My weather system alarm is going nuts ... 2-4 starting this afternoon..We are at the Rockford home show and we did the main exhibit on the main floor and we have to do take down starting at 9:00 pm and has to be cleared out by Monday 11:00 am.. If we get snow we might have a problem.


----------



## chevyplowman (Dec 25, 2005)

AlwaysGreener said:


> My weather system alarm is going nuts ... 2-4 starting this afternoon..We are at the Rockford home show and we did the main exhibit on the main floor and we have to do take down starting at 9:00 pm and has to be cleared out by Monday 11:00 am.. If we get snow we might have a problem.

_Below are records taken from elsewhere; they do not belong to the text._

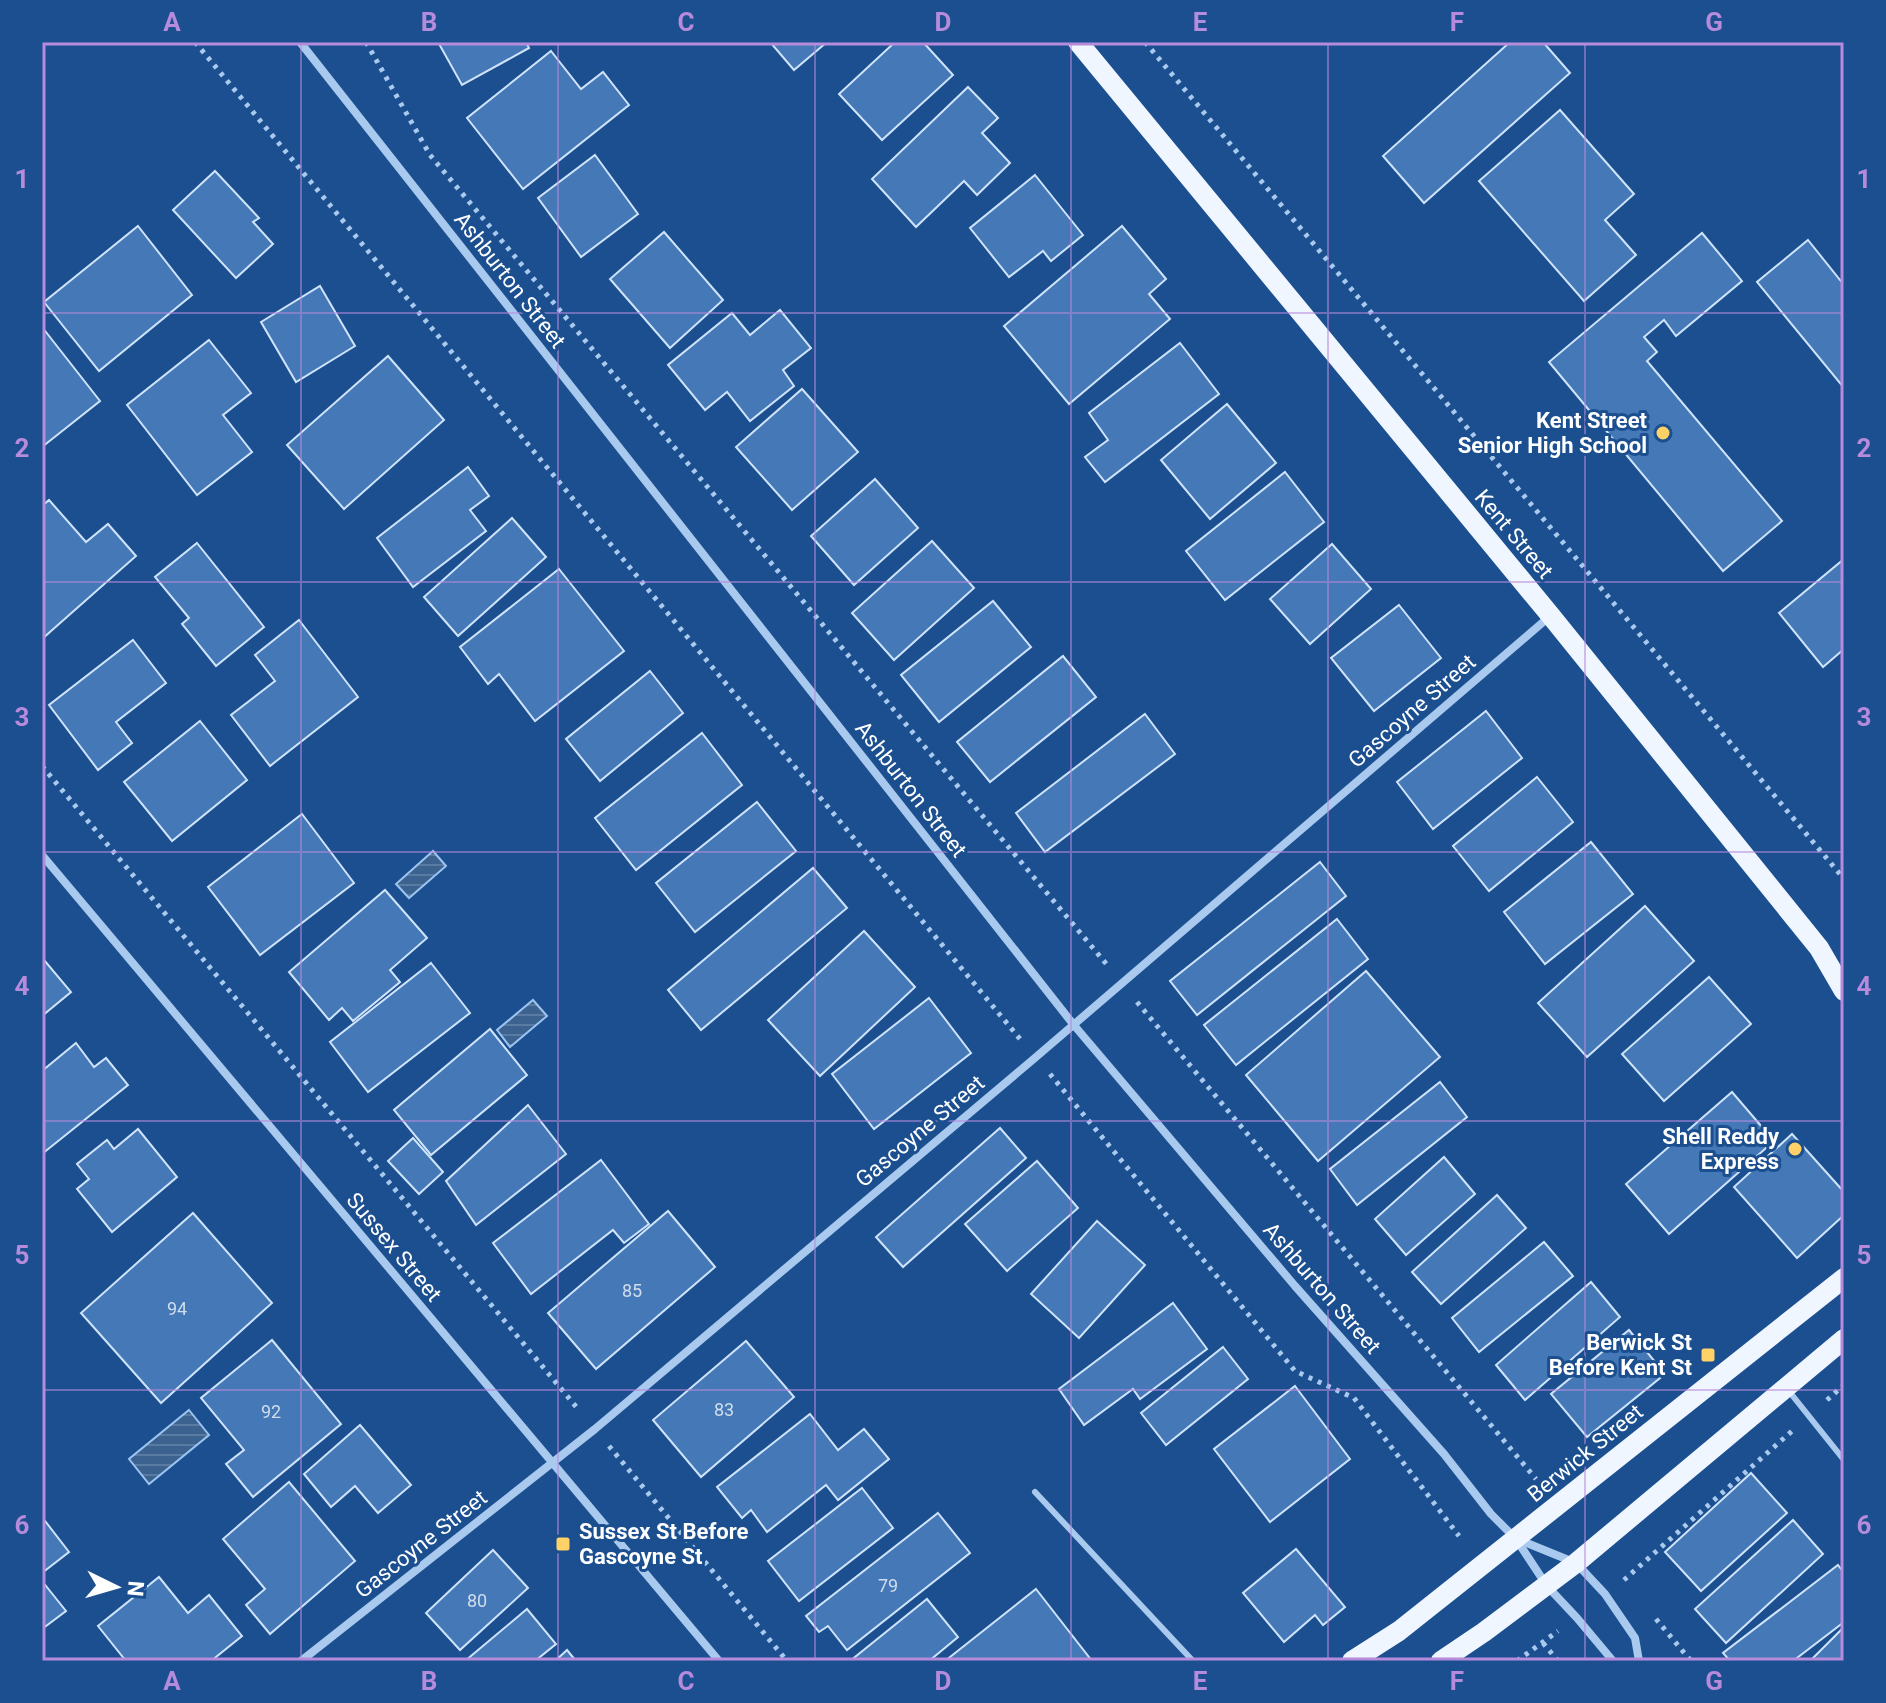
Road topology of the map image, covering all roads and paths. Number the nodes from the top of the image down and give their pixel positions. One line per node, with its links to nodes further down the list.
1 (195, 42): 15 (path)
2 (300, 42): 14 (street, Ashburton Street)
3 (366, 42): 12 (path)
4 (1078, 42): 6 (main road, Kent Street)
5 (1145, 42): 9 (path)
6 (1551, 616): 10 (main road, Kent Street); 12 (street, Gascoyne Street)
7 (42, 766): 20 (path)
8 (42, 855): 24 (street, Sussex Street)
9 (1844, 879)
10 (1819, 948): 11 (main road, Kent Street); 13 (main road, Kent Street)
11 (1844, 970)
12 (1122, 983): 14 (street, Gascoyne Street); 25 (path)
13 (1844, 991)
14 (1073, 1024): 15 (street, Gascoyne Street); 28 (street, Ashburton Street)
15 (1036, 1057): 24 (street, Gascoyne Street); 27 (path)
16 (1844, 1278): 28 (main road, Berwick Street)
17 (1844, 1339): 19 (main road)
18 (1844, 1385): 21 (path)
19 (1785, 1387): 21 (lane); 29 (main road)
20 (578, 1409)
21 (1808, 1417): 23 (lane); 30 (path)
22 (608, 1445): 36 (path)
23 (1844, 1460)
24 (551, 1463): 34 (street, Gascoyne Street); 35 (street, Sussex Street)
25 (1536, 1479)
26 (1035, 1492): 37 (lane)
27 (1459, 1536)
28 (1516, 1539): 29 (street, Ashburton Street); 31 (street, Ashburton Street); 38 (main road, Berwick Street)
29 (1576, 1563): 31 (main road); 43 (street, Ashburton Street)
30 (1623, 1579)
31 (1547, 1586): 39 (main road); 42 (street, Ashburton Street)
32 (1560, 1630): 33 (path)
33 (1543, 1643): 40 (path); 41 (path)
34 (301, 1661)
35 (719, 1661)
36 (787, 1661)
37 (1193, 1661)
38 (1352, 1661)
39 (1441, 1661)
40 (1517, 1661)
41 (1558, 1661)
42 (1613, 1661)
43 (1639, 1661)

We have about 3 ont the ground now. Snow is slowing. I should be going out real soon. Very glad to see this come on the weekend so I don't have to lose any hours from my full time job. Enjoy plowing tonight, it might be our last for the year. I'm going to take a picture of this snow because it will be gone by Tuesday.:waving:


----------



## AlwaysGreener (Jan 19, 2004)

So how did everyone do on Sunday?? We plowed lots of slush and tons of salt was put down.. It was ok for us..


----------



## newlooklandscp (Sep 27, 2005)

only about 2-2.5" here by O'hare. Most of my hotels were slush from the traffic but definately put some salt down.

Ken


----------



## Gavins Lawncare (Feb 11, 2005)

got about 2inches here did about half of are accout before it melted atlest i used up my salt pile prsport


----------



## chevyplowman (Dec 25, 2005)

I went out to plow just to find that my blacktop lots were just wet, no snow left on them. My gravel lots had plenty of snow on them but I had to be careful not to plow away all the loose gravel. I think we got 3-4 inches. Not bad for early March. We haven't plowed in March for as long as I can remember.


----------



## clncut (Jan 8, 2004)

We received just over 2 inches, was able to go out and plow all but 4 accountspayup. Felt great to blow the dust off the plow and get out at least one more time. Funnything, I look outside today and not much left except for a few small piles! Cleaned up the plow today and stored it away, I think this was the last event for the year.:crying: Time to bring out the mowers!


----------



## AlwaysGreener (Jan 19, 2004)

Wow we might get a few inches on Wed into Thurs.. That would be ok...Next week we start putting down Pre M and clean-ups..


----------



## newlooklandscp (Sep 27, 2005)

Not the time for it. One driver on a last vacation before the season begins. I'm out of town till late wednesday night. Plows are off the trucks and the Vbox was just washed and serviced. Started to get the lawn care paperwork going and the usual rush of estimates. Geez we better get hammered otherwise im not gonna be happy with a crappy 2".

Ken


----------



## AlwaysGreener (Jan 19, 2004)

I just heard 3 to 6 starting Wed...


----------